The public defense of Hamid Reza Faragardi’s licentiate thesis in Computer Science and Engineering
Doctoral thesis and Licentiate seminars
The public defense of Hamid Reza Faragardi’s licentiate thesis in Computer Science and Engineering will take place at Mälardalen University on October 5, 2017, at 13:30 PM in room Paros, Västerås.
The title of the thesis is “Resource Optimization for Multi-processor Real-time Systems”.
The examining committee consists of Associate Professor Johan Tordsson, Umeå University, PhD Peter Wallin, Senior lecturer Cristina Seceleanu, MDH.
Among the members of the examining committee Associate Professor Johan Tordsson has been appointed the faculty examiner.
Reserve; Professor Jan Carlson, MDH.
The Licentiate thesis has serial number 263
This thesis addresses the topic of resource efficiency in multiprocessor systems in the presence of timing constraints.
Nowadays, almost wherever you look, you will find a computer system. Most of these computer systems employ a multiprocessor platform.
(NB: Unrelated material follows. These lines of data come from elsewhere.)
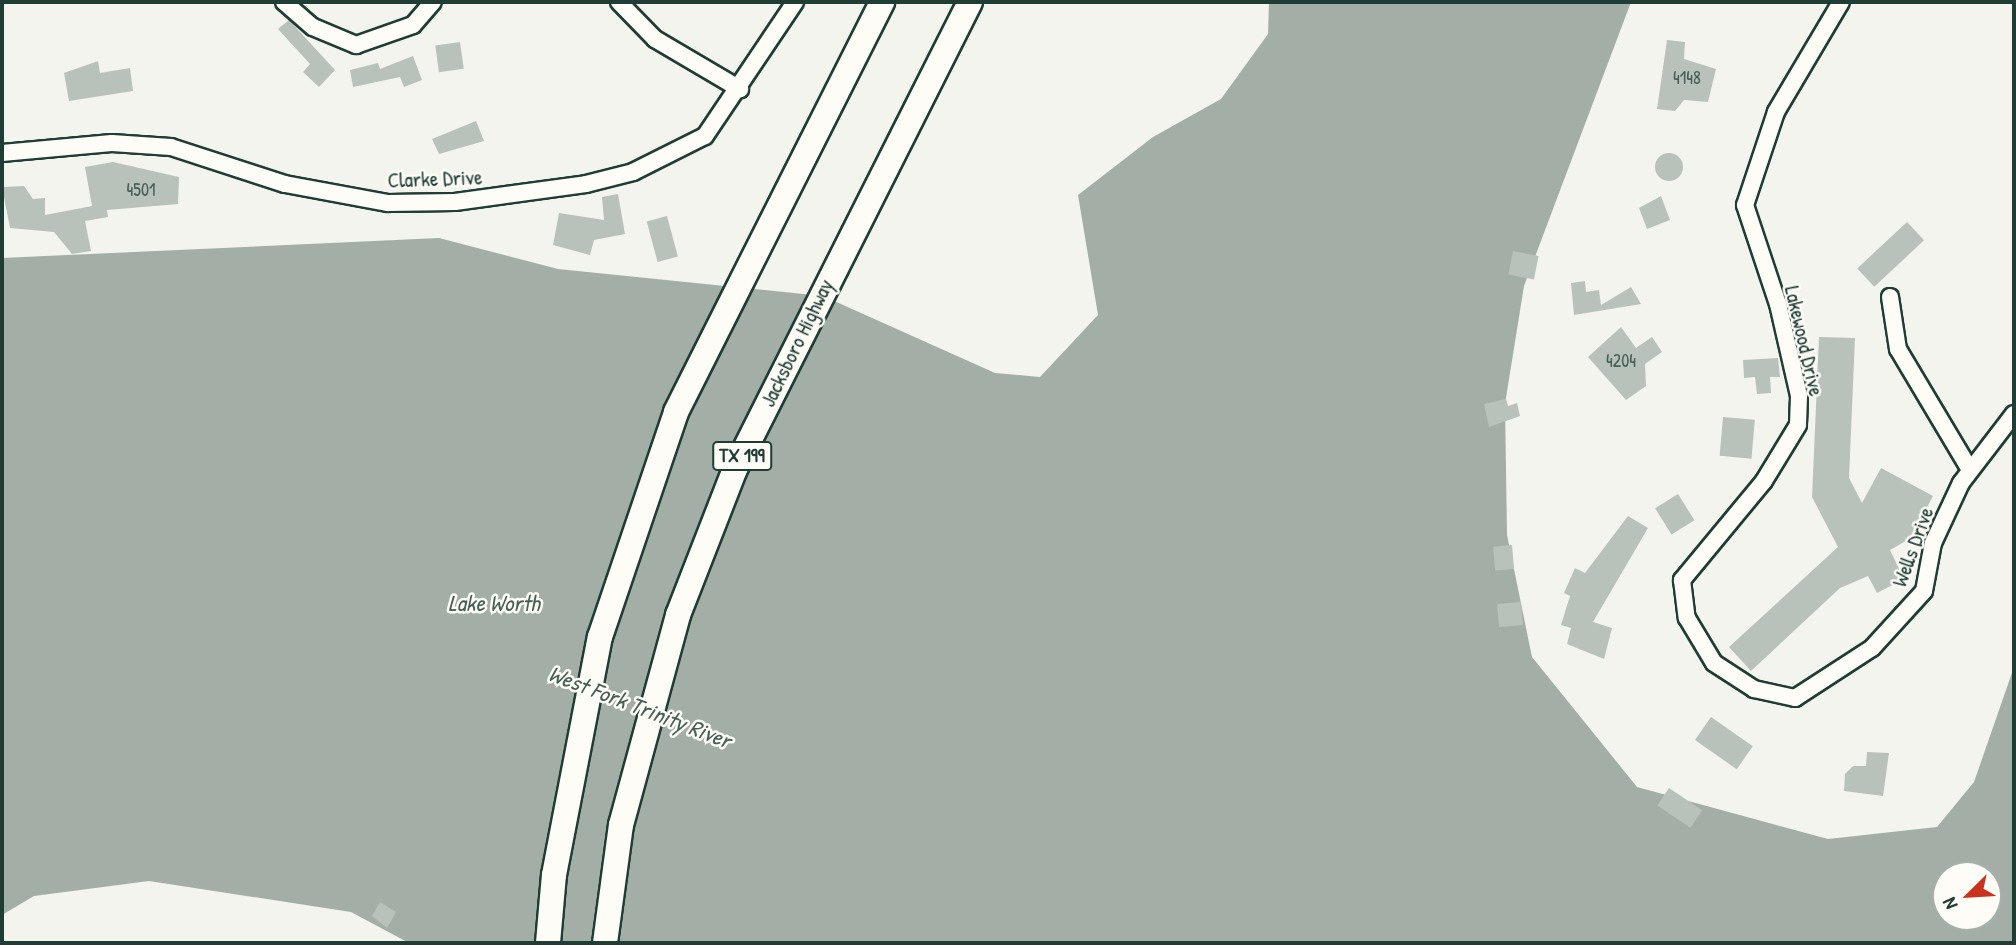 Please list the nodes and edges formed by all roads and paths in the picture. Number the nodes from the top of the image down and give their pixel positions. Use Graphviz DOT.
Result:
graph roads {
  1 [pos="284,2"];
  2 [pos="433,2"];
  3 [pos="619,2"];
  4 [pos="795,2"];
  5 [pos="882,2"];
  6 [pos="971,2"];
  7 [pos="1841,2"];
  8 [pos="740,89"];
  9 [pos="2,153"];
  10 [pos="1890,297"];
  11 [pos="2014,414"];
  12 [pos="1970,470"];
  13 [pos="1795,698"];
  14 [pos="548,943"];
  15 [pos="605,943"];
  1 -- 2 [label="street"];
  3 -- 8 [label="street"];
  4 -- 8 [label="street, Clarke Drive"];
  5 -- 14 [label="highway"];
  6 -- 15 [label="highway, Jacksboro Highway / TX 199"];
  7 -- 13 [label="street, Lakewood Drive"];
  8 -- 9 [label="street, Clarke Drive"];
  10 -- 12 [label="street"];
  11 -- 12 [label="street, Wells Drive"];
  12 -- 13 [label="street, Wells Drive"];
}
A multiprocessor system includes a broad spectrum of computing systems ranging from a tiny chip hosting multiple cores to large geographically-distributed cloud data centers connected by the Internet. In multiprocessor systems, efficient use of computing resources is a substantial element when it comes to achieving a desirable performance for running software applications.
Most industrial applications, e.g., automotive and avionics applications, are subject to a set of real-time constraints that must be met. Such kind of applications, along with the underlying hardware and software components running the application, constitute a real-time system. In real-time systems, the first and major concern of the system designer is to provide a solution where all timing constraints are met. Therefore, in multiprocessor real-time systems, not only resource efficiency, but also meeting all the timing requirements, is a major concern.
Industrie 4.0 is the current trend in automation and manufacturing when it comes to creating next generation of smart factories. Two categories of multiprocessor systems play a significant role in the realization of such a smart factory: 1) multi-core processors which are the key computing element of embedded systems, 2) cloud computing data centers as the supplier of a massive data storage and a large computational power. Both these categories are considered in the thesis, i.e., 1) the efficient use of embedded multi-core processors where multiple processors are located on the same chip, applied to execute a real-time application, and 2) the efficient use of multi-processors within a cloud computing data center. We address these two categories of multi-processor systems separately. For each of them, we start with identifying the key challenges to achieve a resource-efficient design of the system. We also model the problem and propose smart algorithms for optimizing the efficiency of the system, while satisfying all timing constraints.